Here is one sharpshooter you want nowhere near your grassy knoll, your backyard or your vineyard.
To your left: the glassy-winged sharpshooter, Homalodisca coagulata, an insect fast making itself the bane of California's wine industry. Much as mosquitos spread malaria as they feed, so the sharpshooter serves as the principal transport and delivery system for Pierce's disease (Xylella fastidiosa), a bacterial infection that turns the water-bearing tissues in a plant into black sludge, ultimately starving the plant to death. While the bacterium is harmful to an array of plants, its chief victim is the grape vine.
Pierce's disease is widely blamed for the near-destruction of wine grapes as a viable crop in much of southern California. A thriving wine industry existed in this part of the state through the 19th century, but the disease destroyed tens of thousands of acres of vineyard by 1895. After an extended absence, the current resurgence of Pierce's disease made itself known in the industry's last major southern bastion, Temecula, in 1997. It has now begun to make its presence felt in northern California wine-growing counties, such as Napa, Sonoma and Mendocino.
If this discussion of glassy wings hasn't yet left you glassy-eyed, more details are available at places such as the Glassy-Winged Sharpshooter News and Information Service of the California Farm Bureau Federation, and the University of California, Riverside. And if you don't already have reason to dislike these creatures, consider this ahead of your next al fresco social affair:
The threat to the urban environment is real. Heavy infestations of the sharpshooter produce copious amounts of "leafhopper rain," rendering backyard barbecues and other outdoor activities downright unenjoyable. A shady spot in the backyard is a nice retreat on a hot summer day but it could be a nuisance because of the sharpshooter. Sharpshooters excrete water droplets when they feed on plants. These droplets eventually wet people, cars, backyard play equipment, pools, cars and sidewalks. Sharpshooters filter out minerals and amino acids from the liquid sucked from plants. They filter so much water to get adequate nutrition that it excretes a sizeable droplet of water about every three seconds.
What to do, what to do? Given the problematic relationship between Californians and pesticides -- featuring prominently in this Harper's Magazine article by William Hamilton (yes, the cartoonist and chronicler of wine-bibbing preppy sorts) from May, 2001 -- the state is currently letting its anti-sharpshooter hopes ride on the backs of small parasitic wasps, which lay their own eggs among sharpshooter eggs, the latter serving as a ready smorgasboard for the wasp's emerging young. In tribute to these winged warriors, a new somewhat gothic double dactyl:
Vector victorious?
Glassy-winged sharpshooters
Spread vile bacteria,
Sicken our grapes.
Fly, waspish rescuers!
Fly!
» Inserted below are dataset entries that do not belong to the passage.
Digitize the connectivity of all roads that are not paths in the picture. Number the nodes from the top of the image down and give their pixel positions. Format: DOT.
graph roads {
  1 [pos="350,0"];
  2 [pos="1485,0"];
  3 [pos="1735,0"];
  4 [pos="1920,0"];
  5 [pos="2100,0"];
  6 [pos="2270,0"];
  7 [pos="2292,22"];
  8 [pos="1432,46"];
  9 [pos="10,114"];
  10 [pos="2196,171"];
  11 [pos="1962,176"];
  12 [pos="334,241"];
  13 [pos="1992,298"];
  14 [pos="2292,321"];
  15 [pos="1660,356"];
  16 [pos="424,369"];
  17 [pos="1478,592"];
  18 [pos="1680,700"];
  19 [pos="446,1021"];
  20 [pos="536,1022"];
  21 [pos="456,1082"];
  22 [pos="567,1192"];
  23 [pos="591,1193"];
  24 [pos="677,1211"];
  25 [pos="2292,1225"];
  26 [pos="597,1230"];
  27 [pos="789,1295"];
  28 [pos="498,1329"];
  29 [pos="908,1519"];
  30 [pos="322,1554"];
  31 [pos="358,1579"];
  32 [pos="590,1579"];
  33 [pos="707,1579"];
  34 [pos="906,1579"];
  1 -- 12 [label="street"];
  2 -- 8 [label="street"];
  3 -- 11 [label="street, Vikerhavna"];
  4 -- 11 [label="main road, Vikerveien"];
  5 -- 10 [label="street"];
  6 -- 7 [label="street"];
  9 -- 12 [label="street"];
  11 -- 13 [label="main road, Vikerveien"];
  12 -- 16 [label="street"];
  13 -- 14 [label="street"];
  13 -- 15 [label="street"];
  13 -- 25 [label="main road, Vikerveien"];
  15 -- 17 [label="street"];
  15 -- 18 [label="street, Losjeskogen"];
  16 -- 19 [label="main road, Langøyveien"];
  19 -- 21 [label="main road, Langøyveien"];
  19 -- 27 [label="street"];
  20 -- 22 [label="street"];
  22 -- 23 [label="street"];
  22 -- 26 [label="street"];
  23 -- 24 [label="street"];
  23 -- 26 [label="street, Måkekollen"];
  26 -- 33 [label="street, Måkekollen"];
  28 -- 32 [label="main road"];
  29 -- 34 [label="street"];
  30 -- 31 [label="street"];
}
Let your young drive their
Stakes through the hearts of these
Vampires sans capes!
Of course, annoying as the sharpshooters are in themselves, the problem here is not so much the insects as it is that the disease they spread remains incurable. The Pierce's pathogen might be among those for which a genetic solution could be found, but any research to develop resistant stock must overcome a different sort of force of nature: the Environmental Protection Agency. Dr. Henry Miller of the Hoover Institution writes:
There are several ways to introduce or enhance the resistance to Pierce's disease in new variants, or varieties, of grapevines. One logical approach is to transfer genes that confer resistance into California's grapes from distantly related, non-commercial grapes that possess natural immunity. But conventional grape breeding is a notoriously slow and uncertain process, and attempts to use the more sophisticated and efficient gene-splicing techniques have run afoul of EPA and local regulatory policies. So does the approach of University of Florida researchers who have patented a group of resistance genes that are a synthetic version of those found in a variety of organisms. (And so also does another gene-splicing trick that could permit new vines to bear fruit years earlier than usual.)
The EPA discriminates against gene-spliced varieties, by regulating even more stringently than chemical pesticides any plant that has been modified with gene-splicing techniques to enhance its pest- or disease-resistance. This policy, which has been attacked repeatedly by the scientific community as unscientific and irrational, has badly damaged agricultural research and development. It flouts the widespread scientific consensus that gene-splicing is more precise, circumscribed and predictable than other techniques. New gene-spliced varieties can not only increase yields, make better use of existing farmland and conserve water, but -- especially for grains and nuts -- are a potential boon to public health, because the harvest will have lower levels of contamination with toxic fungi and insect parts than conventional varieties. Moreover, by reducing the need for spraying crops with chemical pesticides, they are environmentally and occupationally friendly.
The link to Dr. Miller's article comes via Iain Murray writing at The Commons Blog, where he adds:
If we want to save the California wine industry, rescinding those EPA regulations would be a good start. It'd be easier than trying to change the weather.
At least the weather gives us something to talk about as we shelter indoors with our guests, fast-disappearing Chardonnay in hand, to evade the leafhopper rain.